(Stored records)
*** Begin section ***
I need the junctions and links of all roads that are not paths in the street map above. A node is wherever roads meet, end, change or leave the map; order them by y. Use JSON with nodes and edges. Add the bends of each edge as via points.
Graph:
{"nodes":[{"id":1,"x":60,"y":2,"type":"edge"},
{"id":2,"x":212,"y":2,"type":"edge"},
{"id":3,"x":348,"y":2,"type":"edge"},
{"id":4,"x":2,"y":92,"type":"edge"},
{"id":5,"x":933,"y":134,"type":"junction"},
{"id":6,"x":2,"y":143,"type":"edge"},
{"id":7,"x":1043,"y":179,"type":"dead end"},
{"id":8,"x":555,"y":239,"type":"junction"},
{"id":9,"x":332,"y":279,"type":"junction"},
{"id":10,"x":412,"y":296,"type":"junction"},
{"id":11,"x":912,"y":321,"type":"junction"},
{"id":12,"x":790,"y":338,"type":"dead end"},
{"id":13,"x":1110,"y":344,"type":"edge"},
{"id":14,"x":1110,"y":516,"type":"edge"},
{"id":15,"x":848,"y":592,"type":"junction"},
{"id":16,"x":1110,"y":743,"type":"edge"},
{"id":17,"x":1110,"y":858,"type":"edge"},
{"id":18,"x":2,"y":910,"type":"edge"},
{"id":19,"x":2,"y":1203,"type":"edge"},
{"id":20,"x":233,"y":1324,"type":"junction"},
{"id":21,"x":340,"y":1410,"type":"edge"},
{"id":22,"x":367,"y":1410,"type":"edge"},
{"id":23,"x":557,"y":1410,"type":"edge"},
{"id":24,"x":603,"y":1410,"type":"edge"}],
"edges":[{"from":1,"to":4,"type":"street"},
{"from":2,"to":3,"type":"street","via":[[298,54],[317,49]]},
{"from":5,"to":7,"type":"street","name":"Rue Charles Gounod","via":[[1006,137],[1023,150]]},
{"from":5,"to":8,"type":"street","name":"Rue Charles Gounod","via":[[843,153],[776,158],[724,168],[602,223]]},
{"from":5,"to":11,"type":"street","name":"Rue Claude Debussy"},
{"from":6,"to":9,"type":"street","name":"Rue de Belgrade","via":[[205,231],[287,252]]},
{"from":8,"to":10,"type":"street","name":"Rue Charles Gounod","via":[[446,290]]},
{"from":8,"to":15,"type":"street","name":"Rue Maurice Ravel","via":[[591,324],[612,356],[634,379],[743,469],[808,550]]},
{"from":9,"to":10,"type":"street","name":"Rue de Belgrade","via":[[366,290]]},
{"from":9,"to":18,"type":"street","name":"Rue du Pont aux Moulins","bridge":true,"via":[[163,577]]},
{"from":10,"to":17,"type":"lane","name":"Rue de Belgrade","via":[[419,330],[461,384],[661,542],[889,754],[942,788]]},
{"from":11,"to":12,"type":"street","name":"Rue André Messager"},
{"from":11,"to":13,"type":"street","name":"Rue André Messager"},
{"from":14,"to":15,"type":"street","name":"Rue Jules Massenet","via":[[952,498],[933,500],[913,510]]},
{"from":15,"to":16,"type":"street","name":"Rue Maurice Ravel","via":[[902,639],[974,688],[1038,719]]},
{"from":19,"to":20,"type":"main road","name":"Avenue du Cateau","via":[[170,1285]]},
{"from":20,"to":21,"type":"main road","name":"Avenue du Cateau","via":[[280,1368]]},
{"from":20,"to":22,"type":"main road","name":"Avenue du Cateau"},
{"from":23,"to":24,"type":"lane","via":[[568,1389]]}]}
*** End section ***
> **WHAT THE TASK ASKS**:
Return each record exactly as given.

> **ANSWER TO THE PROBLEM**:
I need the junctions and links of all roads that are not paths in the street map above. A node is wherever roads meet, end, change or leave the map; order them by y. Use JSON with nodes and edges. Add the bends of each edge as via points.
Graph:
{"nodes":[{"id":1,"x":60,"y":2,"type":"edge"},
{"id":2,"x":212,"y":2,"type":"edge"},
{"id":3,"x":348,"y":2,"type":"edge"},
{"id":4,"x":2,"y":92,"type":"edge"},
{"id":5,"x":933,"y":134,"type":"junction"},
{"id":6,"x":2,"y":143,"type":"edge"},
{"id":7,"x":1043,"y":179,"type":"dead end"},
{"id":8,"x":555,"y":239,"type":"junction"},
{"id":9,"x":332,"y":279,"type":"junction"},
{"id":10,"x":412,"y":296,"type":"junction"},
{"id":11,"x":912,"y":321,"type":"junction"},
{"id":12,"x":790,"y":338,"type":"dead end"},
{"id":13,"x":1110,"y":344,"type":"edge"},
{"id":14,"x":1110,"y":516,"type":"edge"},
{"id":15,"x":848,"y":592,"type":"junction"},
{"id":16,"x":1110,"y":743,"type":"edge"},
{"id":17,"x":1110,"y":858,"type":"edge"},
{"id":18,"x":2,"y":910,"type":"edge"},
{"id":19,"x":2,"y":1203,"type":"edge"},
{"id":20,"x":233,"y":1324,"type":"junction"},
{"id":21,"x":340,"y":1410,"type":"edge"},
{"id":22,"x":367,"y":1410,"type":"edge"},
{"id":23,"x":557,"y":1410,"type":"edge"},
{"id":24,"x":603,"y":1410,"type":"edge"}],
"edges":[{"from":1,"to":4,"type":"street"},
{"from":2,"to":3,"type":"street","via":[[298,54],[317,49]]},
{"from":5,"to":7,"type":"street","name":"Rue Charles Gounod","via":[[1006,137],[1023,150]]},
{"from":5,"to":8,"type":"street","name":"Rue Charles Gounod","via":[[843,153],[776,158],[724,168],[602,223]]},
{"from":5,"to":11,"type":"street","name":"Rue Claude Debussy"},
{"from":6,"to":9,"type":"street","name":"Rue de Belgrade","via":[[205,231],[287,252]]},
{"from":8,"to":10,"type":"street","name":"Rue Charles Gounod","via":[[446,290]]},
{"from":8,"to":15,"type":"street","name":"Rue Maurice Ravel","via":[[591,324],[612,356],[634,379],[743,469],[808,550]]},
{"from":9,"to":10,"type":"street","name":"Rue de Belgrade","via":[[366,290]]},
{"from":9,"to":18,"type":"street","name":"Rue du Pont aux Moulins","bridge":true,"via":[[163,577]]},
{"from":10,"to":17,"type":"lane","name":"Rue de Belgrade","via":[[419,330],[461,384],[661,542],[889,754],[942,788]]},
{"from":11,"to":12,"type":"street","name":"Rue André Messager"},
{"from":11,"to":13,"type":"street","name":"Rue André Messager"},
{"from":14,"to":15,"type":"street","name":"Rue Jules Massenet","via":[[952,498],[933,500],[913,510]]},
{"from":15,"to":16,"type":"street","name":"Rue Maurice Ravel","via":[[902,639],[974,688],[1038,719]]},
{"from":19,"to":20,"type":"main road","name":"Avenue du Cateau","via":[[170,1285]]},
{"from":20,"to":21,"type":"main road","name":"Avenue du Cateau","via":[[280,1368]]},
{"from":20,"to":22,"type":"main road","name":"Avenue du Cateau"},
{"from":23,"to":24,"type":"lane","via":[[568,1389]]}]}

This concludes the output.